WHAT IS BEING ASKED:
For the records below, give the count of lines holding the word "Reserve" and nothing more.

DATASET RECORDS:

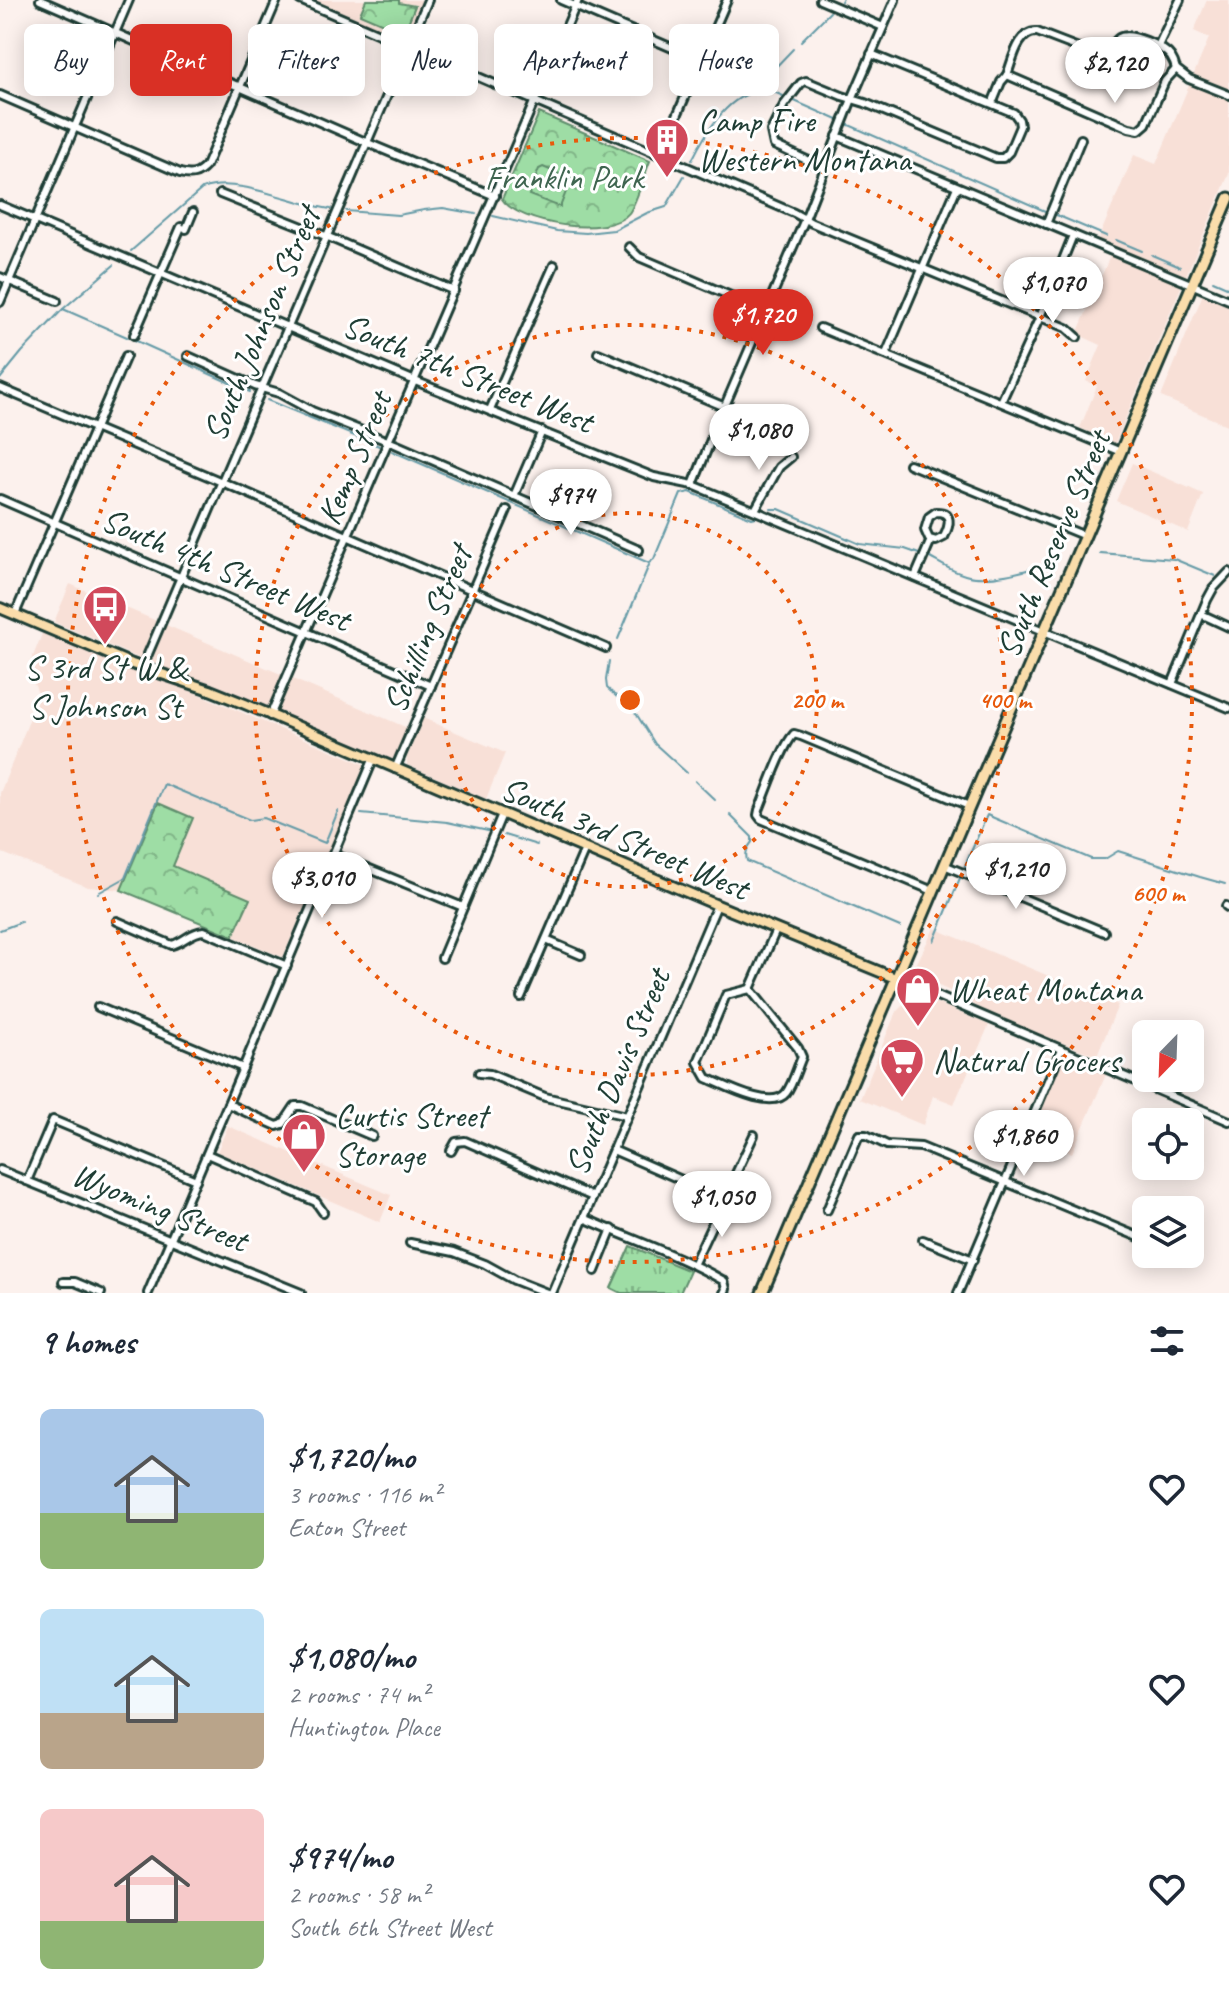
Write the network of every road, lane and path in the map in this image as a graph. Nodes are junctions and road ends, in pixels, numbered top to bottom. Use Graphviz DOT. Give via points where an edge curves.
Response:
graph roads {
  1 [pos="40,0"];
  2 [pos="129,0"];
  3 [pos="277,0"];
  4 [pos="300,0"];
  5 [pos="428,0"];
  6 [pos="561,0"];
  7 [pos="727,0"];
  8 [pos="820,0"];
  9 [pos="895,0"];
  10 [pos="1180,0"];
  11 [pos="577,3"];
  12 [pos="418,24"];
  13 [pos="716,24"];
  14 [pos="883,27"];
  15 [pos="116,33"];
  16 [pos="381,34"];
  17 [pos="669,46"];
  18 [pos="1158,46"];
  19 [pos="871,54"];
  20 [pos="1176,69"];
  21 [pos="1007,75"];
  22 [pos="478,76"];
  23 [pos="240,87"];
  24 [pos="0,95"];
  25 [pos="1229,95"];
  26 [pos="386,96"];
  27 [pos="685,96"];
  28 [pos="852,99"];
  29 [pos="994,99"];
  30 [pos="535,101"];
  31 [pos="76,128"];
  32 [pos="837,136"];
  33 [pos="1081,139"];
  34 [pos="366,142"];
  35 [pos="660,155"];
  36 [pos="824,168"];
  37 [pos="957,187"];
  38 [pos="220,194"];
  39 [pos="495,196"];
  40 [pos="1229,198"];
  41 [pos="0,205"];
  42 [pos="193,212"];
  43 [pos="805,219"];
  44 [pos="35,220"];
  45 [pos="1046,224"];
  46 [pos="1073,235"];
  47 [pos="327,236"];
  48 [pos="629,247"];
  49 [pos="554,265"];
  50 [pos="922,268"];
  51 [pos="161,273"];
  52 [pos="0,277"];
  53 [pos="9,281"];
  54 [pos="1192,284"];
  55 [pos="454,291"];
  56 [pos="1229,300"];
  57 [pos="57,301"];
  58 [pos="0,302"];
  59 [pos="766,311"];
  60 [pos="1040,317"];
  61 [pos="289,327"];
  62 [pos="820,328"];
  63 [pos="134,335"];
  64 [pos="1077,337"];
  65 [pos="598,353"];
  66 [pos="886,354"];
  67 [pos="126,356"];
  68 [pos="188,356"];
  69 [pos="415,381"];
  70 [pos="0,388"];
  71 [pos="262,388"];
  72 [pos="1001,402"];
  73 [pos="725,407"];
  74 [pos="490,410"];
  75 [pos="95,428"];
  76 [pos="542,431"];
  77 [pos="388,442"];
  78 [pos="1121,452"];
  79 [pos="791,457"];
  80 [pos="909,464"];
  81 [pos="222,482"];
  82 [pos="693,485"];
  83 [pos="514,496"];
  84 [pos="0,499"];
  85 [pos="507,510"];
  86 [pos="755,510"];
  87 [pos="55,523"];
  88 [pos="1085,536"];
  89 [pos="348,537"];
  90 [pos="931,540"];
  91 [pos="639,550"];
  92 [pos="1229,572"];
  93 [pos="182,577"];
  94 [pos="915,577"];
  95 [pos="472,591"];
  96 [pos="0,608"];
  97 [pos="15,614"];
  98 [pos="1201,614"];
  99 [pos="1229,627"];
  100 [pos="1045,631"];
  101 [pos="307,632"];
  102 [pos="606,648"];
  103 [pos="142,668"];
  104 [pos="1172,684"];
  105 [pos="431,686"];
  106 [pos="1229,708"];
  107 [pos="270,716"];
  108 [pos="373,760"];
  109 [pos="395,769"];
  110 [pos="969,806"];
  111 [pos="502,814"];
  112 [pos="585,849"];
  113 [pos="333,854"];
  114 [pos="944,865"];
  115 [pos="933,891"];
  116 [pos="717,905"];
  117 [pos="463,907"];
  118 [pos="117,921"];
  119 [pos="776,930"];
  120 [pos="1104,932"];
  121 [pos="546,940"];
  122 [pos="581,955"];
  123 [pos="442,958"];
  124 [pos="287,966"];
  125 [pos="895,978"];
  126 [pos="750,989"];
  127 [pos="521,997"];
  128 [pos="98,1007"];
  129 [pos="1061,1050"];
  130 [pos="243,1068"];
  131 [pos="479,1073"];
  132 [pos="228,1104"];
  133 [pos="627,1116"];
  134 [pos="1229,1121"];
  135 [pos="754,1135"];
  136 [pos="372,1136"];
  137 [pos="613,1150"];
  138 [pos="451,1151"];
  139 [pos="207,1154"];
  140 [pos="0,1170"];
  141 [pos="196,1180"];
  142 [pos="27,1181"];
  143 [pos="1006,1183"];
  144 [pos="593,1197"];
  145 [pos="725,1199"];
  146 [pos="827,1210"];
  147 [pos="323,1212"];
  148 [pos="584,1218"];
  149 [pos="612,1229"];
  150 [pos="1132,1234"];
  151 [pos="171,1239"];
  152 [pos="923,1240"];
  153 [pos="410,1243"];
  154 [pos="973,1260"];
  155 [pos="693,1265"];
  156 [pos="595,1271"];
  157 [pos="63,1282"];
  158 [pos="101,1293"];
  159 [pos="148,1293"];
  160 [pos="301,1293"];
  161 [pos="549,1293"];
  162 [pos="724,1293"];
  163 [pos="762,1293"];
  164 [pos="958,1293"];
  1 -- 15 [label="street"];
  2 -- 15 [label="street"];
  3 -- 23 [label="street"];
  4 -- 16 [label="street"];
  5 -- 12 [label="street, South Johnson Street"];
  6 -- 11 [label="street"];
  7 -- 13 [label="street"];
  8 -- 14 [label="street"];
  9 -- 14 [label="street"];
  10 -- 18 [label="street"];
  11 -- 17 [label="street"];
  11 -- 30 [label="street, Kemp Street"];
  14 -- 19 [label="street"];
  15 -- 23 [label="street"];
  15 -- 31 [label="street"];
  18 -- 20 [label="street"];
  18 -- 21 [label="street" via="1123,36 1102,57 1030,32 1022,37"];
  19 -- 28 [label="street"];
  19 -- 28 [label="street" via="1014,113 1020,126 1009,152 996,158"];
  20 -- 21 [label="street" via="1139,130"];
  20 -- 25 [label="street"];
  21 -- 29 [label="street"];
  22 -- 30 [label="street"];
  23 -- 31 [label="street" via="206,166 196,174 180,173"];
  23 -- 34 [label="street"];
  24 -- 31 [label="street"];
  26 -- 34 [label="street, South Johnson Street"];
  27 -- 35 [label="street"];
  28 -- 32 [label="street"];
  28 -- 36 [label="street" via="806,81 784,105 771,131 774,145"];
  30 -- 35 [label="street"];
  30 -- 39 [label="street, Kemp Street"];
  31 -- 44 [label="street"];
  32 -- 36 [label="street"];
  32 -- 37 [label="street"];
  33 -- 45 [label="street"];
  34 -- 39 [label="street"];
  34 -- 47 [label="street, South Johnson Street"];
  35 -- 43 [label="street"];
  36 -- 43 [label="street"];
  37 -- 45 [label="street"];
  37 -- 50 [label="street"];
  38 -- 47 [label="street"];
  39 -- 55 [label="street, Kemp Street"];
  40 -- 54 [label="highway, South Reserve Street"];
  41 -- 44 [label="street, South 7th Street West"];
  42 -- 51 [label="street"];
  43 -- 50 [label="street"];
  43 -- 59 [label="street"];
  44 -- 51 [label="street, South 7th Street West"];
  44 -- 53 [label="street"];
  45 -- 46 [label="street"];
  46 -- 54 [label="street"];
  46 -- 60 [label="street"];
  47 -- 55 [label="street"];
  47 -- 61 [label="street, South Johnson Street"];
  48 -- 59 [label="street" via="639,257"];
  49 -- 74 [label="street"];
  50 -- 60 [label="street"];
  50 -- 66 [label="street"];
  51 -- 61 [label="street, South 7th Street West"];
  51 -- 63 [label="street"];
  52 -- 53 [label="street"];
  53 -- 57 [label="street"];
  53 -- 58 [label="street"];
  54 -- 56 [label="street"];
  54 -- 78 [label="highway, South Reserve Street"];
  55 -- 69 [label="street, Kemp Street"];
  59 -- 73 [label="street"];
  60 -- 64 [label="street"];
  60 -- 72 [label="street"];
  61 -- 69 [label="street, South 7th Street West"];
  61 -- 71 [label="street, South Johnson Street"];
  62 -- 66 [label="street"];
  65 -- 73 [label="street"];
  66 -- 72 [label="street"];
  67 -- 75 [label="street"];
  68 -- 71 [label="street"];
  69 -- 74 [label="street, South 7th Street West"];
  69 -- 77 [label="street, Kemp Street"];
  70 -- 75 [label="street"];
  71 -- 77 [label="street"];
  71 -- 81 [label="street, South Johnson Street"];
  72 -- 78 [label="street"];
  73 -- 82 [label="street"];
  74 -- 76 [label="street, South 7th Street West"];
  75 -- 81 [label="street"];
  75 -- 87 [label="street"];
  76 -- 82 [label="street, South 7th Street West" via="654,477"];
  76 -- 83 [label="street"];
  77 -- 83 [label="street"];
  77 -- 89 [label="street, Kemp Street"];
  78 -- 88 [label="highway, South Reserve Street"];
  79 -- 86 [label="street" via="779,467"];
  80 -- 88 [label="street"];
  81 -- 89 [label="street"];
  81 -- 93 [label="street, South Johnson Street"];
  82 -- 86 [label="street, South 7th Street West"];
  83 -- 91 [label="street"];
  84 -- 87 [label="street, South 4th Street West"];
  85 -- 95 [label="street, Schilling Street"];
  86 -- 94 [label="street, South 7th Street West"];
  87 -- 93 [label="street, South 4th Street West"];
  87 -- 97 [label="street"];
  88 -- 100 [label="highway, South Reserve Street"];
  89 -- 95 [label="street"];
  89 -- 101 [label="street, Kemp Street"];
  90 -- 90 [label="street" via="945,535 949,520 943,512 929,517 925,530"];
  90 -- 94 [label="street"];
  92 -- 98 [label="street"];
  93 -- 101 [label="street, South 4th Street West"];
  93 -- 103 [label="street, South Johnson Street"];
  94 -- 100 [label="street, South 7th Street West"];
  95 -- 102 [label="street"];
  95 -- 105 [label="street, Schilling Street"];
  96 -- 97 [label="main road, South 3rd Street West"];
  97 -- 103 [label="main road, South 3rd Street West"];
  98 -- 99 [label="street"];
  98 -- 104 [label="street"];
  100 -- 104 [label="street, South 7th Street West"];
  100 -- 110 [label="highway, South Reserve Street"];
  101 -- 105 [label="street, South 4th Street West"];
  101 -- 107 [label="street, Kemp Street"];
  103 -- 107 [label="main road, South 3rd Street West"];
  104 -- 106 [label="street, South 7th Street West"];
  105 -- 109 [label="street, Schilling Street"];
  107 -- 108 [label="main road, South 3rd Street West"];
  108 -- 109 [label="main road, South 3rd Street West"];
  108 -- 113 [label="street"];
  109 -- 111 [label="main road, South 3rd Street West"];
  110 -- 114 [label="highway, South Reserve Street"];
  110 -- 115 [label="street" via="794,734 784,751 758,815 761,819"];
  111 -- 112 [label="main road, South 3rd Street West"];
  111 -- 117 [label="street"];
  112 -- 116 [label="main road, South 3rd Street West"];
  112 -- 121 [label="street"];
  113 -- 117 [label="street"];
  113 -- 124 [label="street"];
  114 -- 115 [label="highway, South Reserve Street"];
  114 -- 120 [label="street"];
  115 -- 125 [label="highway, South Reserve Street"];
  116 -- 119 [label="main road, South 3rd Street West"];
  116 -- 133 [label="street, South Davis Street"];
  117 -- 123 [label="street"];
  118 -- 124 [label="street" via="172,945 204,931"];
  119 -- 125 [label="main road, South 3rd Street West"];
  119 -- 126 [label="street"];
  121 -- 122 [label="street"];
  121 -- 127 [label="street"];
  124 -- 130 [label="street"];
  125 -- 129 [label="street, South 3rd Street West"];
  125 -- 163 [label="highway, South Reserve Street"];
  126 -- 126 [label="street" via="726,995 698,1062 707,1078 777,1100 786,1094 802,1057"];
  128 -- 130 [label="street"];
  129 -- 134 [label="street, South 3rd Street West"];
  129 -- 143 [label="street"];
  130 -- 132 [label="street"];
  131 -- 133 [label="street" via="545,1097"];
  132 -- 136 [label="street" via="277,1126 295,1106 302,1106"];
  132 -- 139 [label="street"];
  133 -- 137 [label="street, South Davis Street"];
  135 -- 145 [label="street"];
  137 -- 144 [label="street, South Davis Street"];
  137 -- 145 [label="street"];
  138 -- 144 [label="street" via="456,1142 465,1141"];
  139 -- 141 [label="street"];
  139 -- 147 [label="street" via="316,1202"];
  140 -- 142 [label="street, Wyoming Street"];
  141 -- 142 [label="street" via="53,1120"];
  141 -- 151 [label="street"];
  142 -- 151 [label="street, Wyoming Street"];
  143 -- 146 [label="street" via="921,1147 887,1145 859,1135"];
  143 -- 150 [label="street"];
  143 -- 154 [label="street"];
  144 -- 148 [label="street, South Davis Street"];
  145 -- 155 [label="street"];
  148 -- 149 [label="street"];
  148 -- 161 [label="street, South Davis Street"];
  149 -- 155 [label="street"];
  149 -- 156 [label="street"];
  151 -- 159 [label="street"];
  151 -- 160 [label="street, Wyoming Street"];
  152 -- 154 [label="street"];
  153 -- 161 [label="street" via="454,1252"];
  154 -- 164 [label="street"];
  155 -- 162 [label="street" via="724,1281"];
  157 -- 158 [label="street"];
}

ANSWER TO THIS TASK:
9